Google Home Speakers Security Loophole Allows Hackers to Snoop on Private Conversations

Recent revelations revealed that Google Home speakers contained a security flaw. hackers It is possible to listen in on conversations.

Reports indicate that hackers were able to exploit a bug to install a backdoor account onto a Google Home smart speaker device. They could then use the remote control to spy on owners. Bleeping Computer.

Security researcher Matt Kunze was recently rewarded Google provided $107,500 for his discovery of the security issue in January 2021. While experimenting with his Google Home mini speaker, he also received $107,500 from Google.

Kunze notified Google in March 2021 and later published the technical details about his findings, along with a potential attack scenario, which explained how the flaw could be exploited by an outside actor.

After setting up a new account through the Google Home app, he found a flaw that allowed commands from remote locations (cloud API).

Google Home, a line of smart speakers, was launched in 2016 to great fanfare. It allows users to speak commands and interact with Google Assistant services using voice commands.

Hackers can access Smart Speakers and Appliances through a grave loophole

Kunze noted that if a hacker got within wireless proximity of a speaker device, even without access to the Wi-Fi network that it was connected to, they could discover a user’s Google Home system.

After a user account is created, an actor could then access the user’s setup mode, install a different Google account, and then re-connect it to that unsuspecting person’s Wi-Fi network.

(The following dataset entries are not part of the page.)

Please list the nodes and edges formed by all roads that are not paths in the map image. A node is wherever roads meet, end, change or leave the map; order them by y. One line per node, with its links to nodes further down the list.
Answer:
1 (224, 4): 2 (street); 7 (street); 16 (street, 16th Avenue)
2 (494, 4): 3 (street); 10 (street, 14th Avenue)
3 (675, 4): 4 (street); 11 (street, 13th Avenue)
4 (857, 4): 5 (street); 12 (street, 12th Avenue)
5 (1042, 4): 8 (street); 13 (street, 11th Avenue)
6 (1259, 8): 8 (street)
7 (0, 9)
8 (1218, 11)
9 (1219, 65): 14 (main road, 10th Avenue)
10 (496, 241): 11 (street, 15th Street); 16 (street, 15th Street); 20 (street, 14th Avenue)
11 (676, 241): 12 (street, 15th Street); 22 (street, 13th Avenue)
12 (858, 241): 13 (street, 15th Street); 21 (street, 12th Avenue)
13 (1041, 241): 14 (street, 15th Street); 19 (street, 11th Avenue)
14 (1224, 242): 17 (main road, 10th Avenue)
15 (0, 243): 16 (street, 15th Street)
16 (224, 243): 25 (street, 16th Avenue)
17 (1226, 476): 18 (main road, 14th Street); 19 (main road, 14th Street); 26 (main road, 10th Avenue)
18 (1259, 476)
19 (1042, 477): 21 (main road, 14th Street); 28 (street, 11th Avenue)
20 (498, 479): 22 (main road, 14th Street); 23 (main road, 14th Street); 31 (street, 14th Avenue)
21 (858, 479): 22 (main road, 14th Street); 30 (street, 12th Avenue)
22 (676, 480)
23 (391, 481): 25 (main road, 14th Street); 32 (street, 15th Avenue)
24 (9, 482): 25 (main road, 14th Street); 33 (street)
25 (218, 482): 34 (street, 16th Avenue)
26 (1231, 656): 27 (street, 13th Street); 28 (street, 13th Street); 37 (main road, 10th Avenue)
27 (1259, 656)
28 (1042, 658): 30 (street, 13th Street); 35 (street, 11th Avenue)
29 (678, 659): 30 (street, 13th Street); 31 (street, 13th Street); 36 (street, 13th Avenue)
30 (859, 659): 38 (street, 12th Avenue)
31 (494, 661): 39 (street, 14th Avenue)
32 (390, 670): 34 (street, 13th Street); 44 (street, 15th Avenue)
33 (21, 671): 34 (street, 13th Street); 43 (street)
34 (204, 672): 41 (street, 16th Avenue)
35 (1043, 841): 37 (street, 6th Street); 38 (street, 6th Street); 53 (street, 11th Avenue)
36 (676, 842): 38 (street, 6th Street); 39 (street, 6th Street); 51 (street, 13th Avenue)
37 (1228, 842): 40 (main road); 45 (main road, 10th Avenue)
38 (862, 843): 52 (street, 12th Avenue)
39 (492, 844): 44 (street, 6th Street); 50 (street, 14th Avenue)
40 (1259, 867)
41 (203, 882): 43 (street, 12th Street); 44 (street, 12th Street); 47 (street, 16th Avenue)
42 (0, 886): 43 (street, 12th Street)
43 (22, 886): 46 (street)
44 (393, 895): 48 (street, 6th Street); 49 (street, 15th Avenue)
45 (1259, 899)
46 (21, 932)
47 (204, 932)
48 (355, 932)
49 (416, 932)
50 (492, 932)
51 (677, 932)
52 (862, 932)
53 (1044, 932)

Once a hacker managed to connect their own account to the Google Home speaker, they would have access to the smart devices in the victim’s home by initiating a phone call via the speaker, giving them the ability to hijack appliances, set up scheduled routines, and play music.

Meanwhile, many users were unaware of the smart speaker’s blue light alert that lights up when a phone was activated, assuming that the speaker was updating or was busy.

Google Update: Security Bug Fixed

Google has now made it impossible to add accounts remotely to the Google Home speaker. A patch included an invite-based system to manage account links. This was to block any attempts to add individuals to Home.

The phone call security system was also improved to protect against remote initiation of the routine system.

Google’s smart displays now have an improved setup network that requires a QR code to log in, allowing it to be protected with WPA2, meaning that a hacker would need physical access to a device to connect their account.

Kunze claimed that Google Nest devices and Home devices are, for most, quite secure. They don’t have many attack vectors. The vulnerabilities he discovered were subtle.

Apart from phone call privacy, he stated that an attacker could change the basic settings of a user.

The Epoch Times reached Google for comment.

Bryan S. Jung, a New York City native and resident, has a background in politics as well as the legal industry. He graduated from Binghamton University.